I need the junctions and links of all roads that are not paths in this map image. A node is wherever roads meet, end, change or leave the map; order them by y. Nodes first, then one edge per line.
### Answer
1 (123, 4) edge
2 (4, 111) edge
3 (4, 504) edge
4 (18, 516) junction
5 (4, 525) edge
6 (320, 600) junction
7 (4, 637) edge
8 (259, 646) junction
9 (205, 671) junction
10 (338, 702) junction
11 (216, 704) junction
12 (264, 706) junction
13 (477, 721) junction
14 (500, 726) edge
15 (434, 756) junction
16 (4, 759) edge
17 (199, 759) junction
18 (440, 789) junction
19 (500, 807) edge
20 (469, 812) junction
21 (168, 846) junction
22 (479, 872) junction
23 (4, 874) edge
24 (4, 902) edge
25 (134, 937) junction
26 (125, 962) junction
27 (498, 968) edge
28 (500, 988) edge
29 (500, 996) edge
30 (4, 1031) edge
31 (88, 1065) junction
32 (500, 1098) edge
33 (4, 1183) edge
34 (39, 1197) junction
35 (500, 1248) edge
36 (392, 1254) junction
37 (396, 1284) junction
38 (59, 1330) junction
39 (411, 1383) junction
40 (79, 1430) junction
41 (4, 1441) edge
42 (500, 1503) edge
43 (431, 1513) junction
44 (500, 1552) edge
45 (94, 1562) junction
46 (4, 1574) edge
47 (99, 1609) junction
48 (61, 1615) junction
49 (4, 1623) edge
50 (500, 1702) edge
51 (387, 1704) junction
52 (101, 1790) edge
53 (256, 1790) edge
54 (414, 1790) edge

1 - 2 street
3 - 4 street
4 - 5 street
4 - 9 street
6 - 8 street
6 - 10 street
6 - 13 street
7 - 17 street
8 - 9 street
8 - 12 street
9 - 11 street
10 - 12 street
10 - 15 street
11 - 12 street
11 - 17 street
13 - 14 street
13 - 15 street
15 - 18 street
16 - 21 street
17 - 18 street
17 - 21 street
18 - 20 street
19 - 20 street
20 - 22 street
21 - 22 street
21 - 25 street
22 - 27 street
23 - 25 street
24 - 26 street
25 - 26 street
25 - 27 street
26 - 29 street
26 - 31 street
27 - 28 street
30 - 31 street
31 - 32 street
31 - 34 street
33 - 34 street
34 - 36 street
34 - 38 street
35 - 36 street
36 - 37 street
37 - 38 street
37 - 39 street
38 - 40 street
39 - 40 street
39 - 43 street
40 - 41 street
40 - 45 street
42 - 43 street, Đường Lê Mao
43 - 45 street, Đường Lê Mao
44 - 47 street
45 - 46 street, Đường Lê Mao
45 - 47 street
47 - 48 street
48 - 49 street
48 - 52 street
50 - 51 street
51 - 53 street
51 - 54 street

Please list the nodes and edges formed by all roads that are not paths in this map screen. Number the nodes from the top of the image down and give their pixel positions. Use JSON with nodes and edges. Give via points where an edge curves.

--

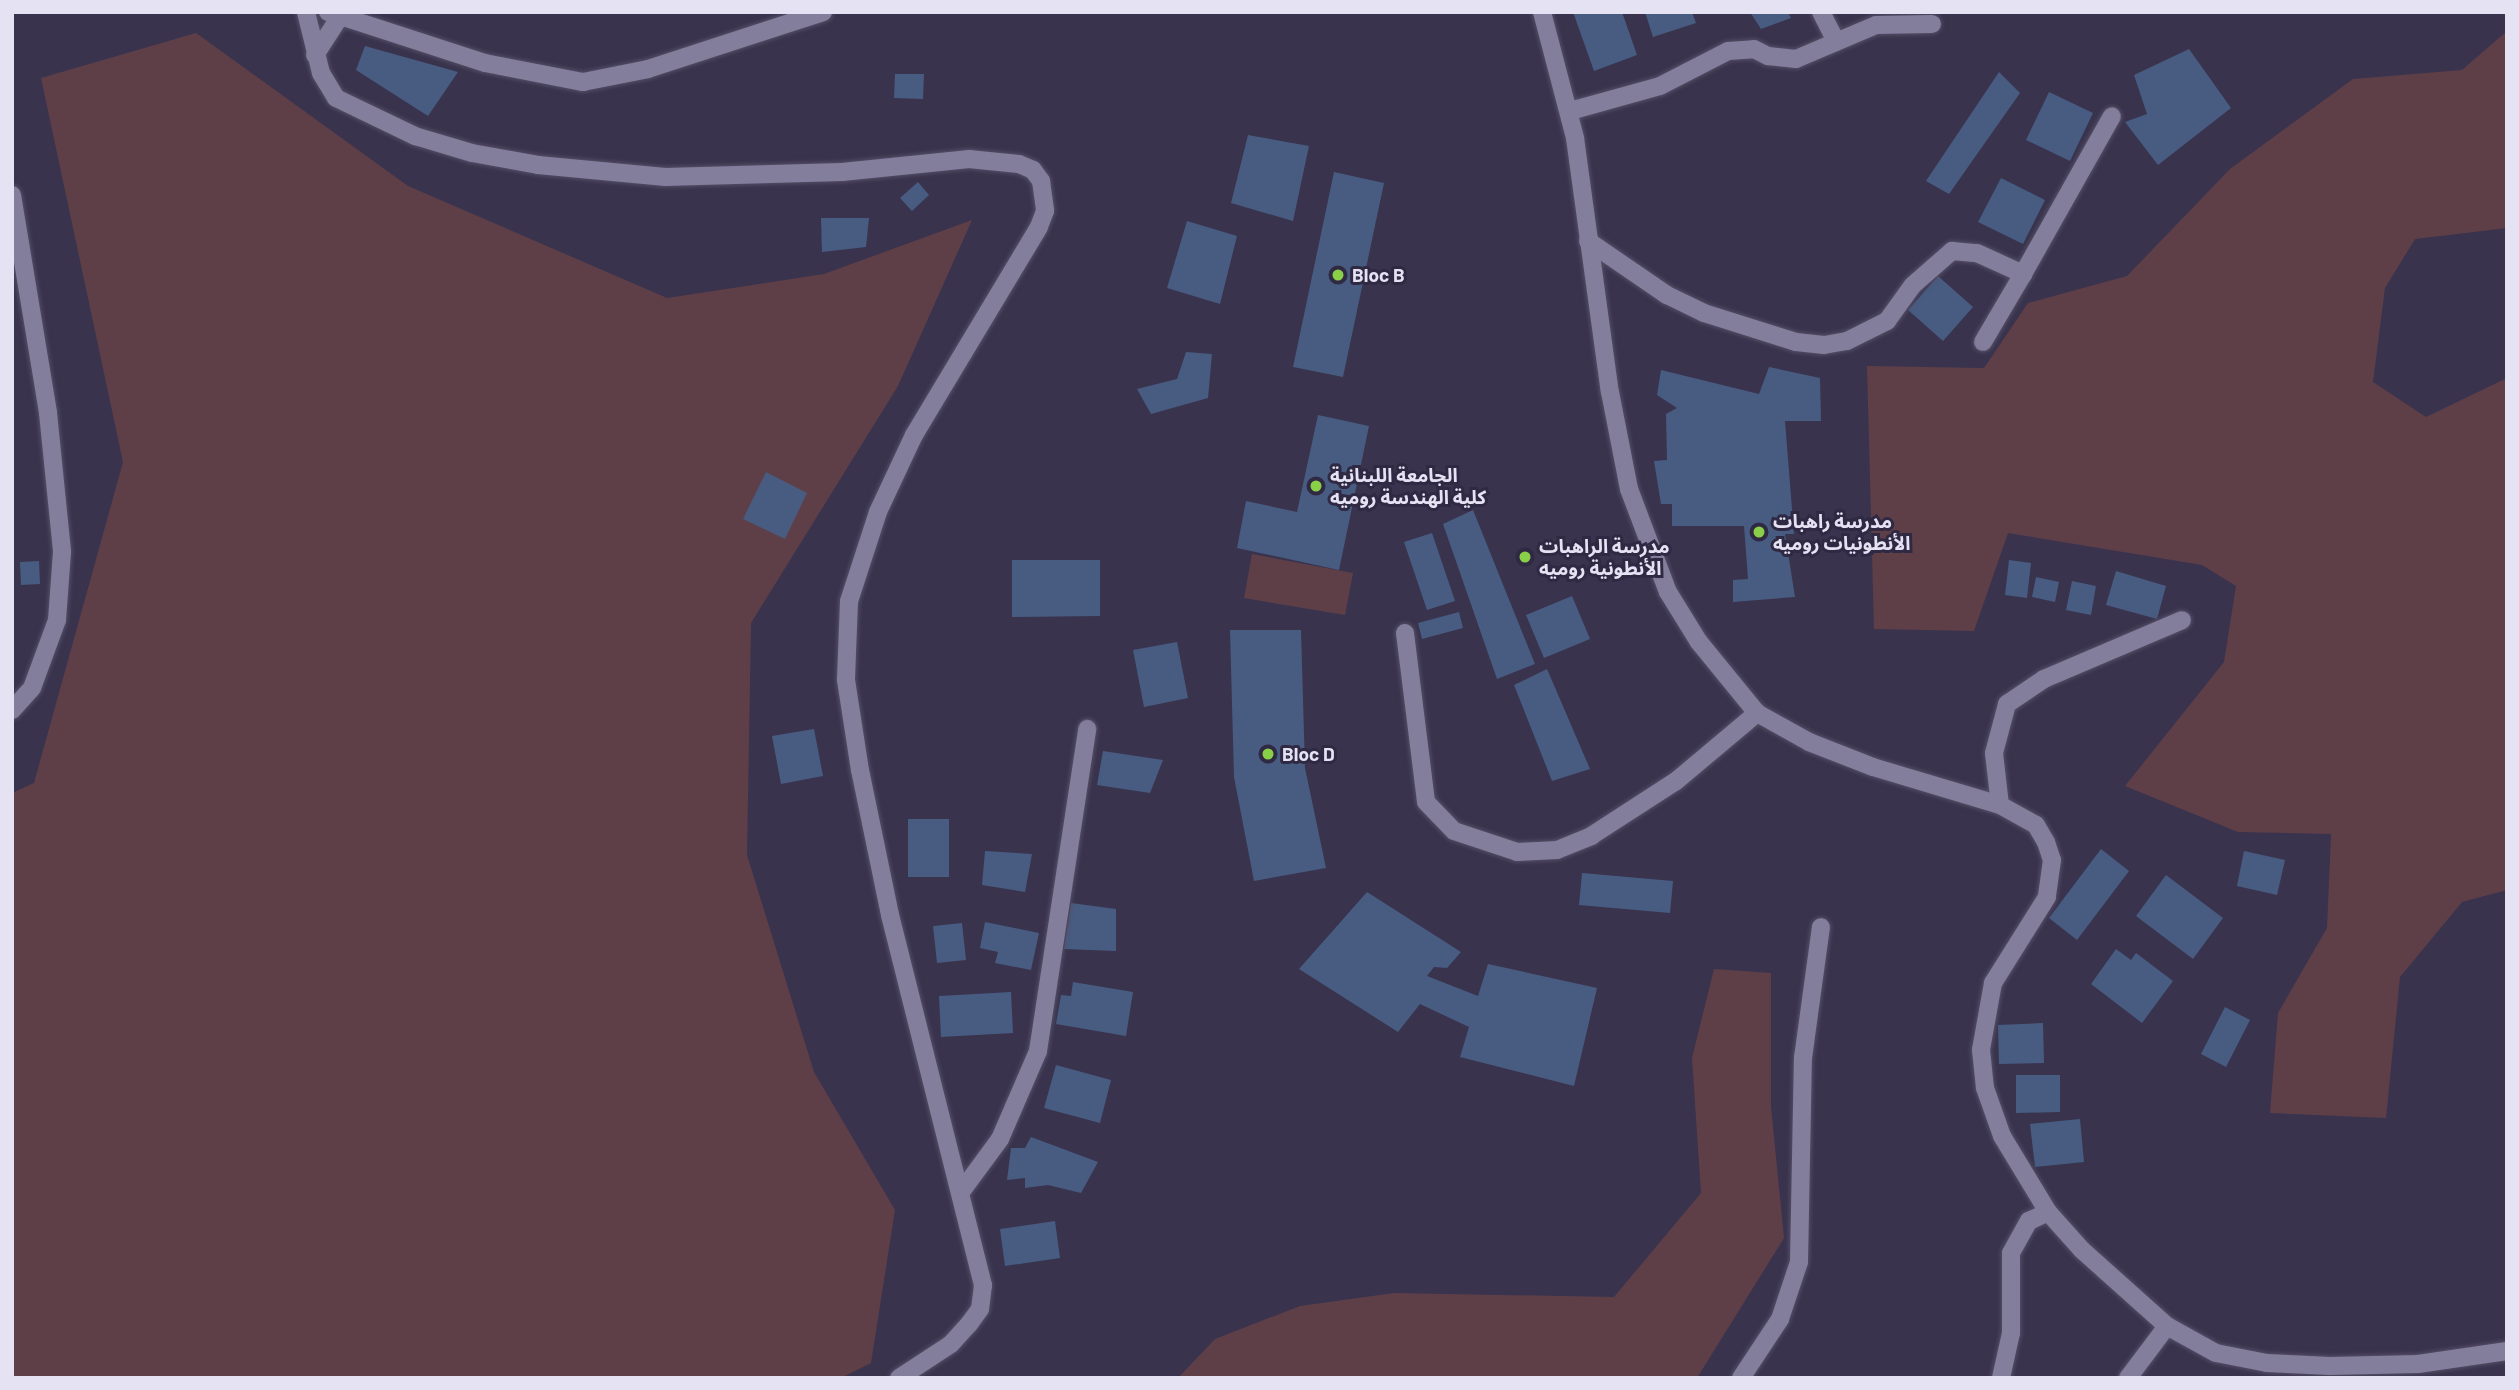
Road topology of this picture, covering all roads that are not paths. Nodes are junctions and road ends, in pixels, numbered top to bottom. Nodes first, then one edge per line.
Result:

...

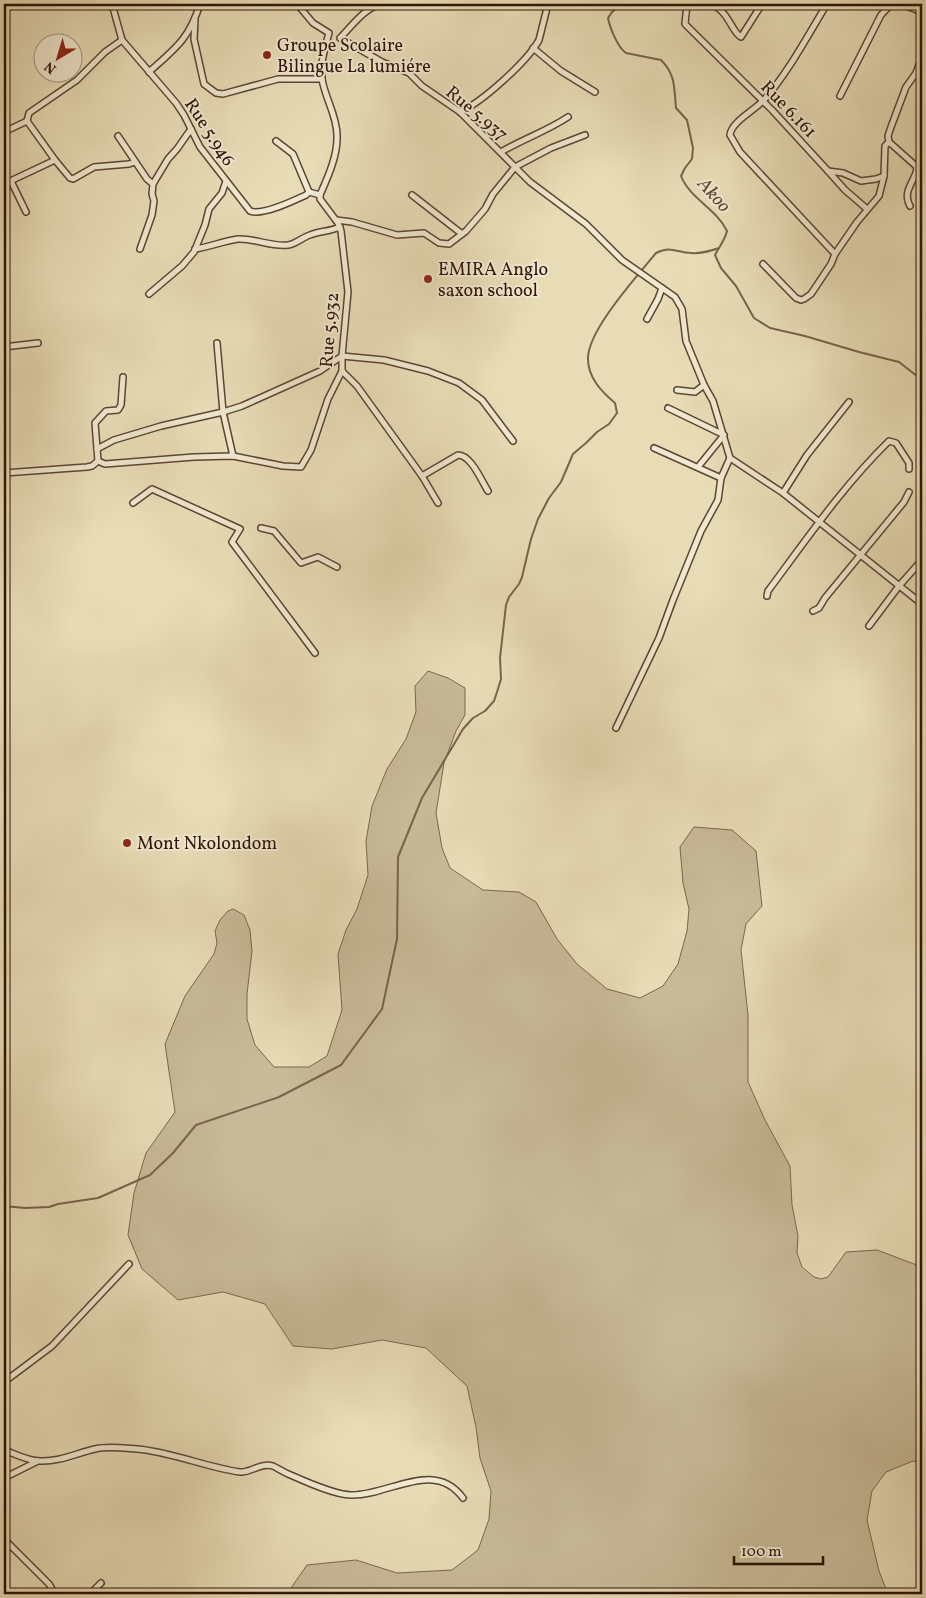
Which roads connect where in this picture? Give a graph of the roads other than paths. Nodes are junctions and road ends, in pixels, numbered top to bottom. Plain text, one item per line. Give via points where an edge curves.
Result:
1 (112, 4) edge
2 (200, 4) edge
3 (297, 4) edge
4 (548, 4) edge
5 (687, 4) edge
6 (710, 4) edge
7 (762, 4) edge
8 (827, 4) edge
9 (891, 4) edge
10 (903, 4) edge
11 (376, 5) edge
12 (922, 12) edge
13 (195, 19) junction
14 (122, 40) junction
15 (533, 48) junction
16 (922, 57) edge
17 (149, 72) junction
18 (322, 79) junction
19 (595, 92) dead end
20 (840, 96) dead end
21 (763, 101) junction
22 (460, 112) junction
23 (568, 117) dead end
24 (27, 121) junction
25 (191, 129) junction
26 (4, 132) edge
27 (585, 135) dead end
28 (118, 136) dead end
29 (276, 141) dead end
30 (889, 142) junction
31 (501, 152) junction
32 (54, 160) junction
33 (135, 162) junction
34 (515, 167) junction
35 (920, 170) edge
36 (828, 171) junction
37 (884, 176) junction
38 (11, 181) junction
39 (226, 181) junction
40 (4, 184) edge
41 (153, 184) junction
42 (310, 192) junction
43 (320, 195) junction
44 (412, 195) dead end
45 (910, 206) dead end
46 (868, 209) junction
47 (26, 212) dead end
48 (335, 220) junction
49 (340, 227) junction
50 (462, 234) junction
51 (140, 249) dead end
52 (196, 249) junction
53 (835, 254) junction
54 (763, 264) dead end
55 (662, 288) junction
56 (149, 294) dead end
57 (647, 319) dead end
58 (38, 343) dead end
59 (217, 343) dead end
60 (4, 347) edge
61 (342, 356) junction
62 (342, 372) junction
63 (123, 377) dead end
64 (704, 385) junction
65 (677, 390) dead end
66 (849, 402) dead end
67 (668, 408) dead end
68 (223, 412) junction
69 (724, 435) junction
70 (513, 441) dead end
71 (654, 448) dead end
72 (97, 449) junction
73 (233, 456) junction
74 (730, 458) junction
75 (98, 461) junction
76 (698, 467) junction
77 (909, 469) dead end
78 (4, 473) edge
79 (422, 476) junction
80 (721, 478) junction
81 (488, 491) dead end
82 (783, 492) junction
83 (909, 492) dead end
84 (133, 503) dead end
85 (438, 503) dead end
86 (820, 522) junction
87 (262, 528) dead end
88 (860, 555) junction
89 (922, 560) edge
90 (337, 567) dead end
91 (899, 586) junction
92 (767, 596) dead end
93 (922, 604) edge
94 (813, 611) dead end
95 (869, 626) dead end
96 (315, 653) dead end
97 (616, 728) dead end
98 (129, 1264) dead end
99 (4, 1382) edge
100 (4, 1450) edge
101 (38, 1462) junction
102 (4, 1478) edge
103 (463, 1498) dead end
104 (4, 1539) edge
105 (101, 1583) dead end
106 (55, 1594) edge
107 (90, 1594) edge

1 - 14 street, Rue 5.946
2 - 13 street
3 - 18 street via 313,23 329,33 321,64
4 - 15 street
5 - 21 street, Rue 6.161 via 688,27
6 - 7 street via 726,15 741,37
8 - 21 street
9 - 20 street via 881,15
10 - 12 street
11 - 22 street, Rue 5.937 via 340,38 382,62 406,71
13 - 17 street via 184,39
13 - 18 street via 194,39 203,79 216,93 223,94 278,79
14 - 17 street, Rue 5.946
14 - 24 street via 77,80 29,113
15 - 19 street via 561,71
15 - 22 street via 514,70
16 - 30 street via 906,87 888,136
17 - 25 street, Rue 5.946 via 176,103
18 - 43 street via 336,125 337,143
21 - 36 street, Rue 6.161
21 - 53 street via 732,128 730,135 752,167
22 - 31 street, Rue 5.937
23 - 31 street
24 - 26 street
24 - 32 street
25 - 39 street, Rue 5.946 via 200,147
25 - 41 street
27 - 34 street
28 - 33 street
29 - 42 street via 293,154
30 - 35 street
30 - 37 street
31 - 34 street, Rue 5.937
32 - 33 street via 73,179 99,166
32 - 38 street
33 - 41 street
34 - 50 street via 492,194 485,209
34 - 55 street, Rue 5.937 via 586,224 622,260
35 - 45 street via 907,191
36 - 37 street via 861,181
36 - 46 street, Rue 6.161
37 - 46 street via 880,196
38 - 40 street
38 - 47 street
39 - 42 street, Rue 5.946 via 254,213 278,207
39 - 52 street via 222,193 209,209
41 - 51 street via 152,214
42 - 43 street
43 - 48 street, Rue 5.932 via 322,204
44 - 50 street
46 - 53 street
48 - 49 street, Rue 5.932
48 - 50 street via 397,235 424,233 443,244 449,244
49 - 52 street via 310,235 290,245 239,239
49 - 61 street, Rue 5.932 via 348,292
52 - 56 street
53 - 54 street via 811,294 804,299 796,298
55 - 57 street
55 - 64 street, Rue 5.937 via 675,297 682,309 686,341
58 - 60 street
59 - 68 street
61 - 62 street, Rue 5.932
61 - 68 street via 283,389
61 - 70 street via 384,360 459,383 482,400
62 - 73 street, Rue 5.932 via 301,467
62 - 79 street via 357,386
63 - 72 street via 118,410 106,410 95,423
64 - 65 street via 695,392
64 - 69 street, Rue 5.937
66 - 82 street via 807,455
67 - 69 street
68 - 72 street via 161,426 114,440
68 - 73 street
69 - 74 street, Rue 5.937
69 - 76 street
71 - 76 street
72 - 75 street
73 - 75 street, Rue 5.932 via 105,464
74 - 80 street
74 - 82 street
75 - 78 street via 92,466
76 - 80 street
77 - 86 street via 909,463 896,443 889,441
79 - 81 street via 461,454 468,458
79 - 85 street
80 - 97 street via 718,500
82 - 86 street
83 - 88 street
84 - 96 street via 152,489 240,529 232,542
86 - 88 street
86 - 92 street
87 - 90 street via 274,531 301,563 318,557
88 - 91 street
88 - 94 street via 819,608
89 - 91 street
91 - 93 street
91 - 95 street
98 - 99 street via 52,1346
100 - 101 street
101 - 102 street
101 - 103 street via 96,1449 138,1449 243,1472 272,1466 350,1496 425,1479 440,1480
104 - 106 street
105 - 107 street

▶ **Assigned task**:
Scan the entries for lines with the word "that". The number of such lines is the whole answer.

▶ **The answer**:
3